Bentley's short stories about Trent were also collected in a volume entitled Trent Intervenes. But although Trent's Last Case has been relatively easy to find over the years, the other two Trent books have been less widely available. Now Harper Collins have reissued all three books together as part of their Detective Story Club imprint.

I feel confident that crime fans will be delighted by this initiative, though I should declare my own involvement - I have written a new introduction to Trent's Own Case. This commission caused me to re-read the book recently, and in so doing I found I revised my original opinion of it somewhat. I read it first as a teenager, expecting something similar to the first Trent book. It's much better, though, to judge the book on its own merits,not least because it was actually a collaboration - Bentley co-wrote the novel with his friend H. Warner Allen, and the storyline features Warner Allen's own detective character, the wine merchant Mr Clerihew (who was named in Bentley's honour). It's a well-made story, and still very readable.
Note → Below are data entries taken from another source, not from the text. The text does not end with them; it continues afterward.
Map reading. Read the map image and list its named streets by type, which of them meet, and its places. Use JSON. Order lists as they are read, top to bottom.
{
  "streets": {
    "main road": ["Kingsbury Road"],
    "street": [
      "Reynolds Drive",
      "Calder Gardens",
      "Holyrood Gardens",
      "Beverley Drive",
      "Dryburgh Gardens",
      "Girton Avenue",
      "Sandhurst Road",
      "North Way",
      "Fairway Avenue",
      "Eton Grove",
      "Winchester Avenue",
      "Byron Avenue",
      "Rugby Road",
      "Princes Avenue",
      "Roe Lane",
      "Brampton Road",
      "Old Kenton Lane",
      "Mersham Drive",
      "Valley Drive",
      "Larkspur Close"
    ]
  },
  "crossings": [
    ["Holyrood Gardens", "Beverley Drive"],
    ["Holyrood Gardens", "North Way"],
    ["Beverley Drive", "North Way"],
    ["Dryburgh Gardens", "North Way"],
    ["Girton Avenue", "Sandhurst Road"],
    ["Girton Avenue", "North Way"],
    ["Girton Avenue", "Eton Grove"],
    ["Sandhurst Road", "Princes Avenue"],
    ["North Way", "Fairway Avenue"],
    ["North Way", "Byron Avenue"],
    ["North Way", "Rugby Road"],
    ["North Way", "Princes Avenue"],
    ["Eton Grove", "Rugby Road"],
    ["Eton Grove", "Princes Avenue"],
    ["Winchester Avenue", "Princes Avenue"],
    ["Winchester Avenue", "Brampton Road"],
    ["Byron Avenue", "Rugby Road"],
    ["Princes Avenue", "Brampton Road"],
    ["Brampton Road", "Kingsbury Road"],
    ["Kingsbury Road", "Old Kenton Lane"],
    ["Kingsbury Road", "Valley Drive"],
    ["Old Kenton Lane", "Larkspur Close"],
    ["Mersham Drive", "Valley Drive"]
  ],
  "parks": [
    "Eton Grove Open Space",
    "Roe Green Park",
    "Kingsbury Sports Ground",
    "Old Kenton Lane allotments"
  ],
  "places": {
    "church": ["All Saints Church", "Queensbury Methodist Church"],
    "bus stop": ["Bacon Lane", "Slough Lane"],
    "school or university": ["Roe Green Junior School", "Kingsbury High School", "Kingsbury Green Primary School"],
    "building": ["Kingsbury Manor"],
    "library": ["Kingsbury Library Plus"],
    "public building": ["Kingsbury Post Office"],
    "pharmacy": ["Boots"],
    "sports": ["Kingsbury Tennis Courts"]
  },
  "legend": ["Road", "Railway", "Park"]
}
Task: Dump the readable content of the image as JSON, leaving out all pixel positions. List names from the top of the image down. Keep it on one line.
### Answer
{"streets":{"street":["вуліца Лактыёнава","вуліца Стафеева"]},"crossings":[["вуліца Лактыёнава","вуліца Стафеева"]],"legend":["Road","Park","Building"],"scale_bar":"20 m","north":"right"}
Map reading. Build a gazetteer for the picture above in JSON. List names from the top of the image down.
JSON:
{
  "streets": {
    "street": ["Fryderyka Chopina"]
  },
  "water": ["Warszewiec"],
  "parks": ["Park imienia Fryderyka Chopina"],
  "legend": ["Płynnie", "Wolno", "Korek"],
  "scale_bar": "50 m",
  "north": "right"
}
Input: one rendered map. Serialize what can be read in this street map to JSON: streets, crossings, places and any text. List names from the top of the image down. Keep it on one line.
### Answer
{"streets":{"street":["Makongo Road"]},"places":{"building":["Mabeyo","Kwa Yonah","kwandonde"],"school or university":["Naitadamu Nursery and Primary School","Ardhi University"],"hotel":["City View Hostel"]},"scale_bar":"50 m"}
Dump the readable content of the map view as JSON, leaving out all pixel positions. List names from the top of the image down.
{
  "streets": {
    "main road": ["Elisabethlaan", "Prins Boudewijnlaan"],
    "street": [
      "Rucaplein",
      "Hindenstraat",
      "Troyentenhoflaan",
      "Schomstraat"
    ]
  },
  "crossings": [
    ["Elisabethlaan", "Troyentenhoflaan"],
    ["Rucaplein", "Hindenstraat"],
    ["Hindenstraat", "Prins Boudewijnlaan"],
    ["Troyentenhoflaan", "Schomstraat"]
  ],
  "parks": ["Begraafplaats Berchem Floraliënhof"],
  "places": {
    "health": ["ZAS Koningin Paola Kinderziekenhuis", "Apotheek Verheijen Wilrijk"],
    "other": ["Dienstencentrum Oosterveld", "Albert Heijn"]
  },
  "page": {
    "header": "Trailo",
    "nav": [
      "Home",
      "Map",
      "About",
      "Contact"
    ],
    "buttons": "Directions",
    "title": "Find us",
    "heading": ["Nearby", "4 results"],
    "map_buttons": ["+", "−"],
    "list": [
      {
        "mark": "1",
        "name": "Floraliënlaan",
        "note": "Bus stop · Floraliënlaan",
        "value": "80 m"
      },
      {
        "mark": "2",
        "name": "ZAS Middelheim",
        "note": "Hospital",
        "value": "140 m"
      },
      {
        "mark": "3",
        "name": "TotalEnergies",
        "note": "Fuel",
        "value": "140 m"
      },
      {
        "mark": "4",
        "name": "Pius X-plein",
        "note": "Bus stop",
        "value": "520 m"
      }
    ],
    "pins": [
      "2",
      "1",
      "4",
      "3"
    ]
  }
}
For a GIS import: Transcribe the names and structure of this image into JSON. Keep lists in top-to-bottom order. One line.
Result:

In The Golden Age of Murder, I discuss the "Trent Dinner" held in 1936 to celebrate the book's publication, and one of my most precious possessions is a copy of the first edition signed by those who attended the dinner. I also talk about this in a little more detail in the "Collecting Crime" section on my website.. The addition of this book, and the two other Trent titles, to the Detective Story Club list, is very welcome.